§ **Assignment**:
Using "paths" as the search string, find the matching lines below and copy them.

Excerpted data below:

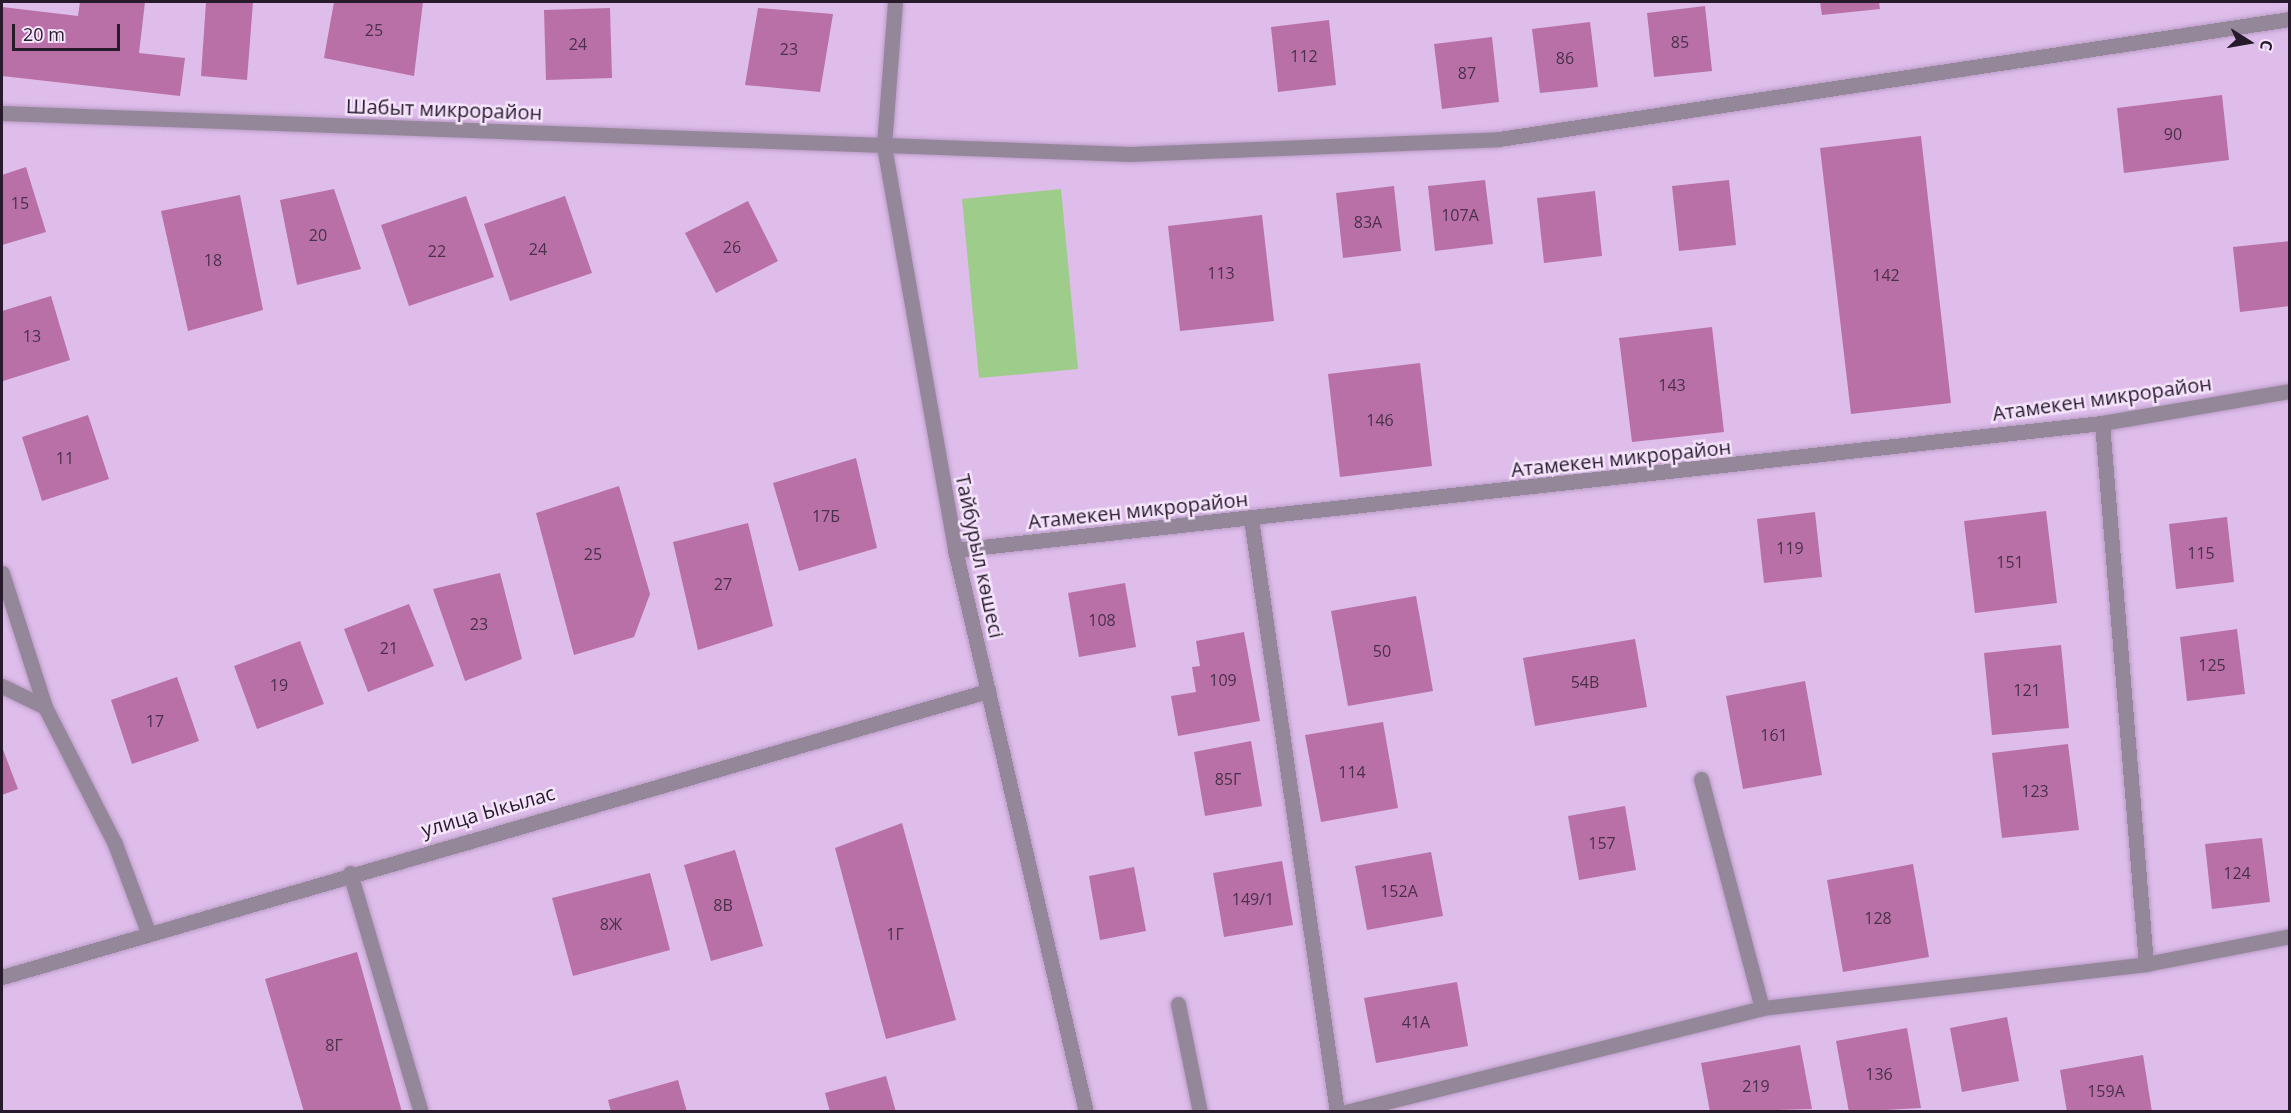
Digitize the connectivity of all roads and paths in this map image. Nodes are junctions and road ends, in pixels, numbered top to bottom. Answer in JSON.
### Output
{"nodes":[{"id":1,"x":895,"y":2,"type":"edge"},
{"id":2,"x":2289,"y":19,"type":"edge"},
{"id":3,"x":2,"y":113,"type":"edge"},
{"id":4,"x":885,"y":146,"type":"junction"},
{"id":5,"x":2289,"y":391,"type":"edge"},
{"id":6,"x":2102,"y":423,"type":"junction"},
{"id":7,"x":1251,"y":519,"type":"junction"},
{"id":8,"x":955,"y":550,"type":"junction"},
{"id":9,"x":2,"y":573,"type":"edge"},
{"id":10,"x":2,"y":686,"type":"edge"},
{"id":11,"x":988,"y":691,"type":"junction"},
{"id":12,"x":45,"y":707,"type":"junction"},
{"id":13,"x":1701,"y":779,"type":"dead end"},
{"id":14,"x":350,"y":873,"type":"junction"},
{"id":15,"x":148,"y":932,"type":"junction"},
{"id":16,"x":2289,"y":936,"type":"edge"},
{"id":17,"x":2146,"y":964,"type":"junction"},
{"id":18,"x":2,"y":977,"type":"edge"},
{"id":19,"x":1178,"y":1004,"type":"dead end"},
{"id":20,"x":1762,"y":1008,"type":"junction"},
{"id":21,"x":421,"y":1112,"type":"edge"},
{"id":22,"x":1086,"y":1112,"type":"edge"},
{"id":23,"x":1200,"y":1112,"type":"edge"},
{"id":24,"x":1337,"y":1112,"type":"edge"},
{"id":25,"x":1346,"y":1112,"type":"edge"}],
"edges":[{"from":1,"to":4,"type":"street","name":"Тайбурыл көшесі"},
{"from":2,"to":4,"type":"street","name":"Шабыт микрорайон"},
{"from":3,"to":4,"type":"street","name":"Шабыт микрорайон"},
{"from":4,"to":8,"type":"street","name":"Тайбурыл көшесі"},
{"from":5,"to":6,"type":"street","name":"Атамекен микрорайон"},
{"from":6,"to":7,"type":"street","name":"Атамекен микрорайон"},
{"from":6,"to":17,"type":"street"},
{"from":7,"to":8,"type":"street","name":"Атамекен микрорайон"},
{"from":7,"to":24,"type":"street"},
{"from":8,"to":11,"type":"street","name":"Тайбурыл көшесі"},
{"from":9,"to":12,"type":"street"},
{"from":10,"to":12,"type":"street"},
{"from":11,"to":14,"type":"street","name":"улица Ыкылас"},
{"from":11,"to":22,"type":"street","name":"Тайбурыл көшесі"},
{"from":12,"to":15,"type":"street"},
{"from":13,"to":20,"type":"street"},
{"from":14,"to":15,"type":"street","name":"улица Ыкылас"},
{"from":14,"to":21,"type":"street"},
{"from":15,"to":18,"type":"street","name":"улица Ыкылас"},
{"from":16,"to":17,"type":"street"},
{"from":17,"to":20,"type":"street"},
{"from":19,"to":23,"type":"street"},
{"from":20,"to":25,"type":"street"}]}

End of Excerpted data.
Excerpted data below:

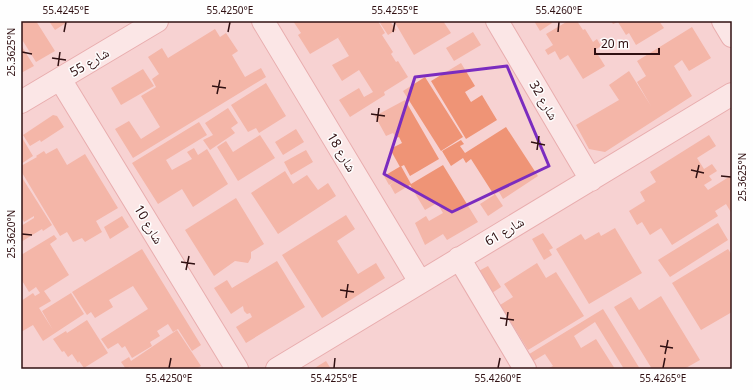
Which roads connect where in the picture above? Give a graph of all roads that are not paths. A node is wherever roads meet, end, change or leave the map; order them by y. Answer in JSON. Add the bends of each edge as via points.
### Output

End of Excerpted data.

§ **Written answer**:
Digitize the connectivity of all roads and paths in this map image. Nodes are junctions and road ends, in pixels, numbered top to bottom. Answer in JSON.
Which roads connect where in the picture above? Give a graph of all roads that are not paths. A node is wherever roads meet, end, change or leave the map; order them by y. Answer in JSON. Add the bends of each edge as via points.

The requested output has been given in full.